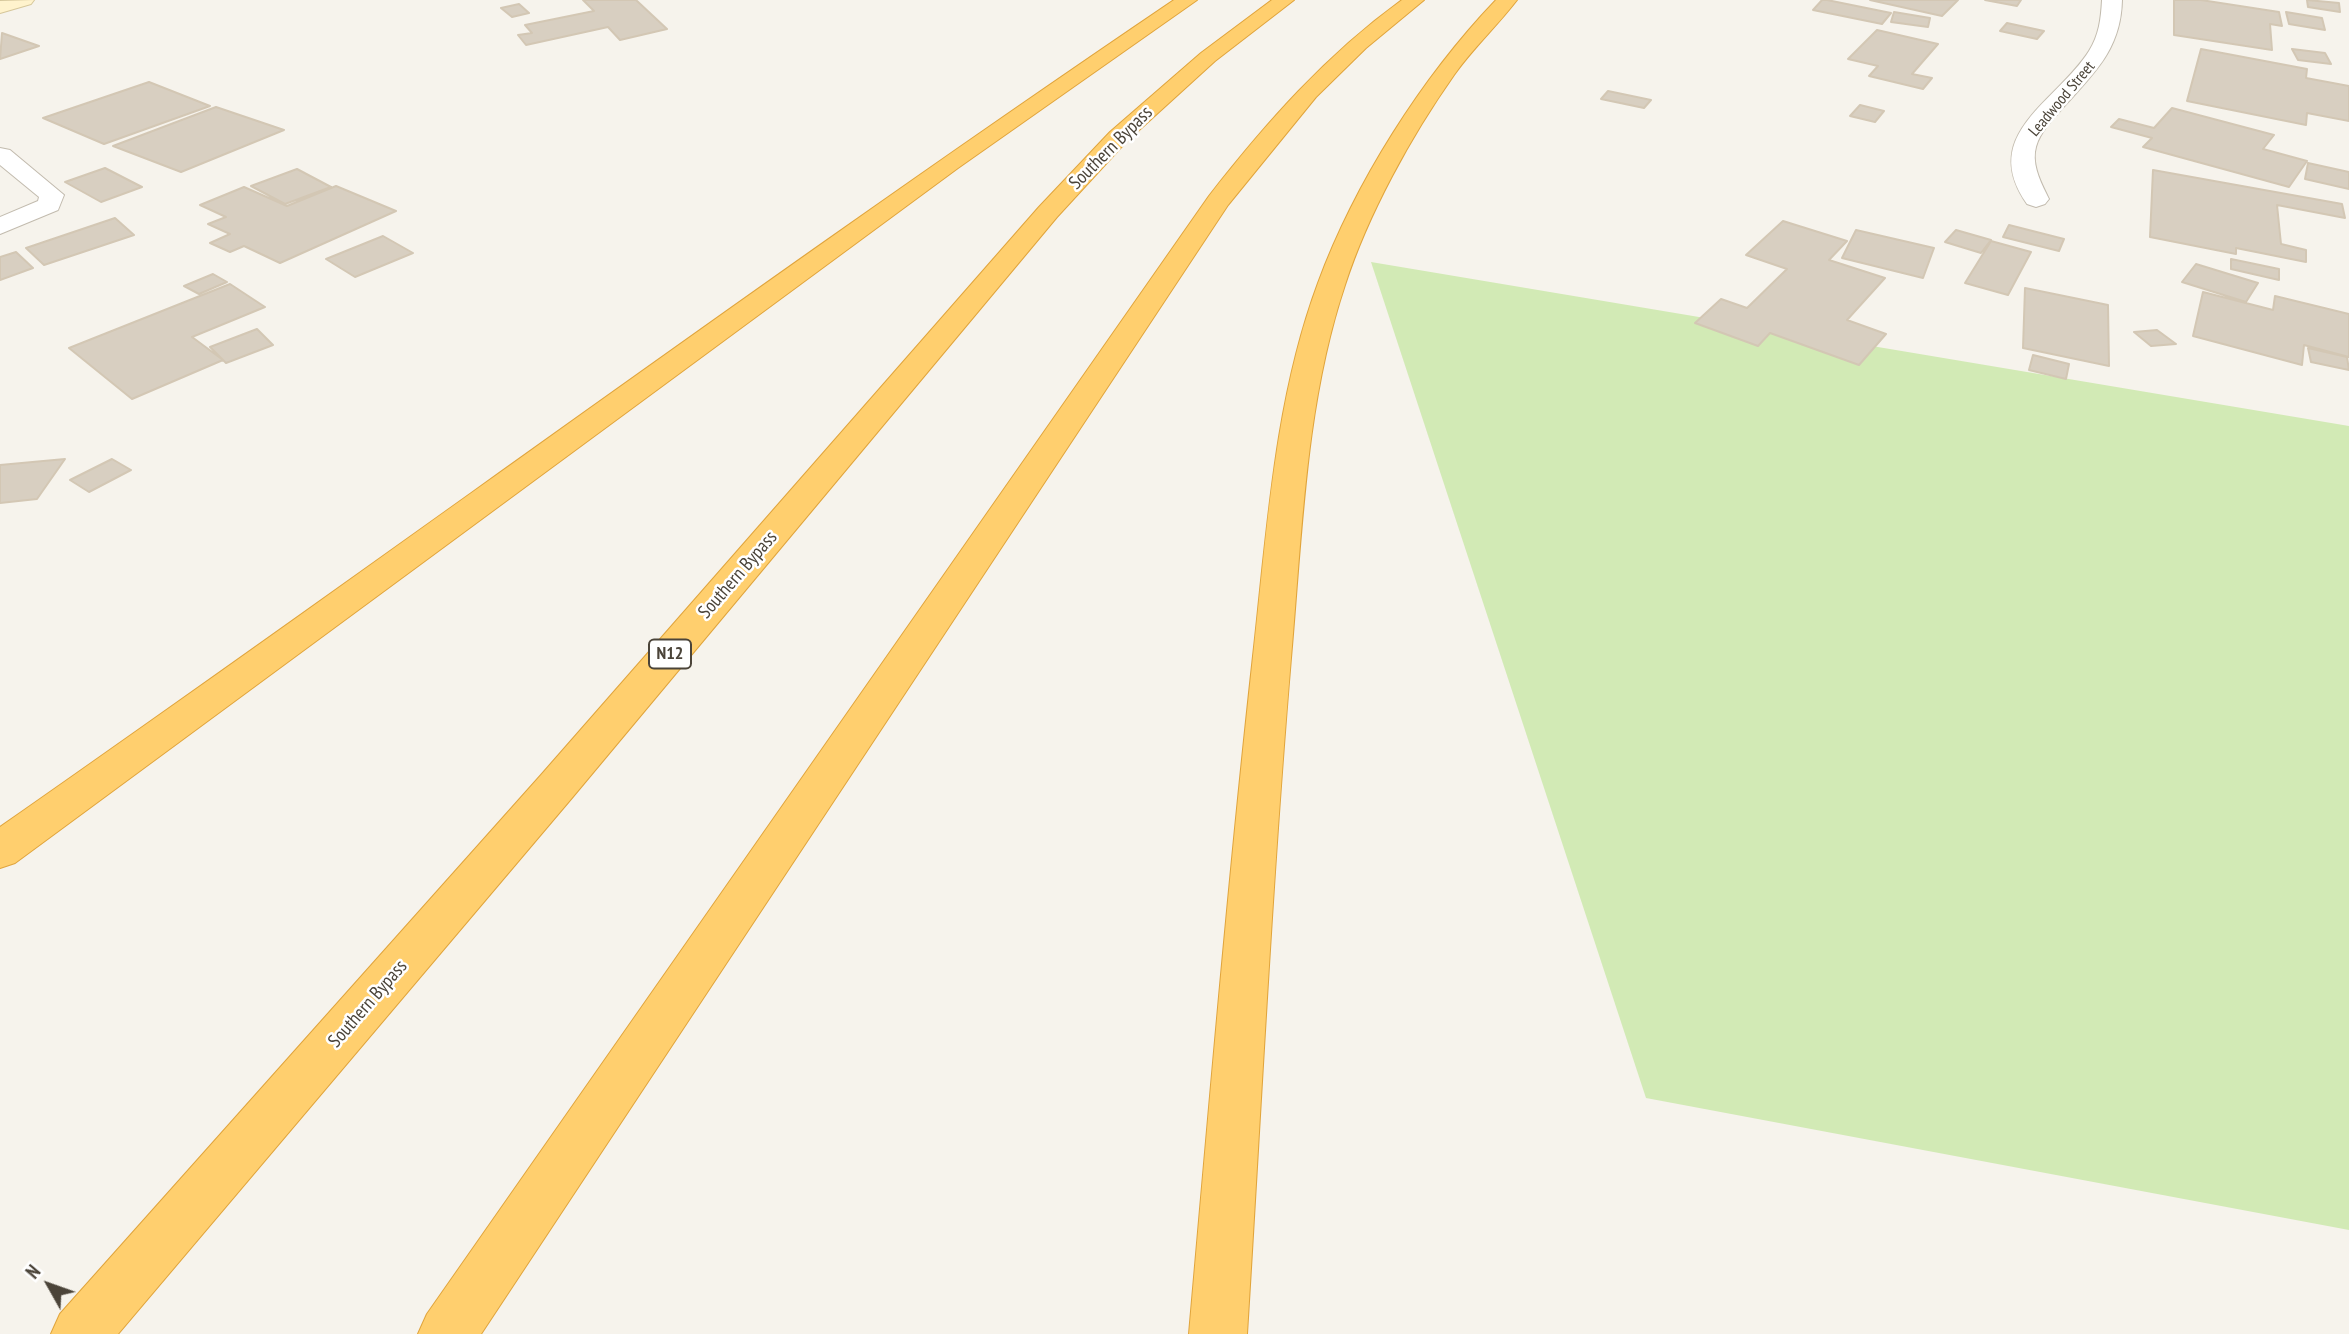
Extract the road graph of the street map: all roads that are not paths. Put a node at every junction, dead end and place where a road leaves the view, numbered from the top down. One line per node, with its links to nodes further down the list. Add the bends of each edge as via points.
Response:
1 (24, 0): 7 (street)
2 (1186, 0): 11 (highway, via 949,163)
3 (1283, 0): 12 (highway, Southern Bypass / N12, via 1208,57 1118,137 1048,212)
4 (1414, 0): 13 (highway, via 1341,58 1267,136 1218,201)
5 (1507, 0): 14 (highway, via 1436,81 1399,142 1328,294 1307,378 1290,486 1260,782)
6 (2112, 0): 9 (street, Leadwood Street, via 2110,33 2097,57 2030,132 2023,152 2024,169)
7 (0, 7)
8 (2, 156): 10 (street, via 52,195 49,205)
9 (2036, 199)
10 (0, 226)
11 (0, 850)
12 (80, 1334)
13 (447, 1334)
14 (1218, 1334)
==========
◆ Your task: Leaving the images out, retype all the material above exactly.

◆ Exercise response:
Extract the road graph of the street map: all roads that are not paths. Put a node at every junction, dead end and place where a road leaves the view, numbered from the top down. One line per node, with its links to nodes further down the list. Add the bends of each edge as via points.
Response:
1 (24, 0): 7 (street)
2 (1186, 0): 11 (highway, via 949,163)
3 (1283, 0): 12 (highway, Southern Bypass / N12, via 1208,57 1118,137 1048,212)
4 (1414, 0): 13 (highway, via 1341,58 1267,136 1218,201)
5 (1507, 0): 14 (highway, via 1436,81 1399,142 1328,294 1307,378 1290,486 1260,782)
6 (2112, 0): 9 (street, Leadwood Street, via 2110,33 2097,57 2030,132 2023,152 2024,169)
7 (0, 7)
8 (2, 156): 10 (street, via 52,195 49,205)
9 (2036, 199)
10 (0, 226)
11 (0, 850)
12 (80, 1334)
13 (447, 1334)
14 (1218, 1334)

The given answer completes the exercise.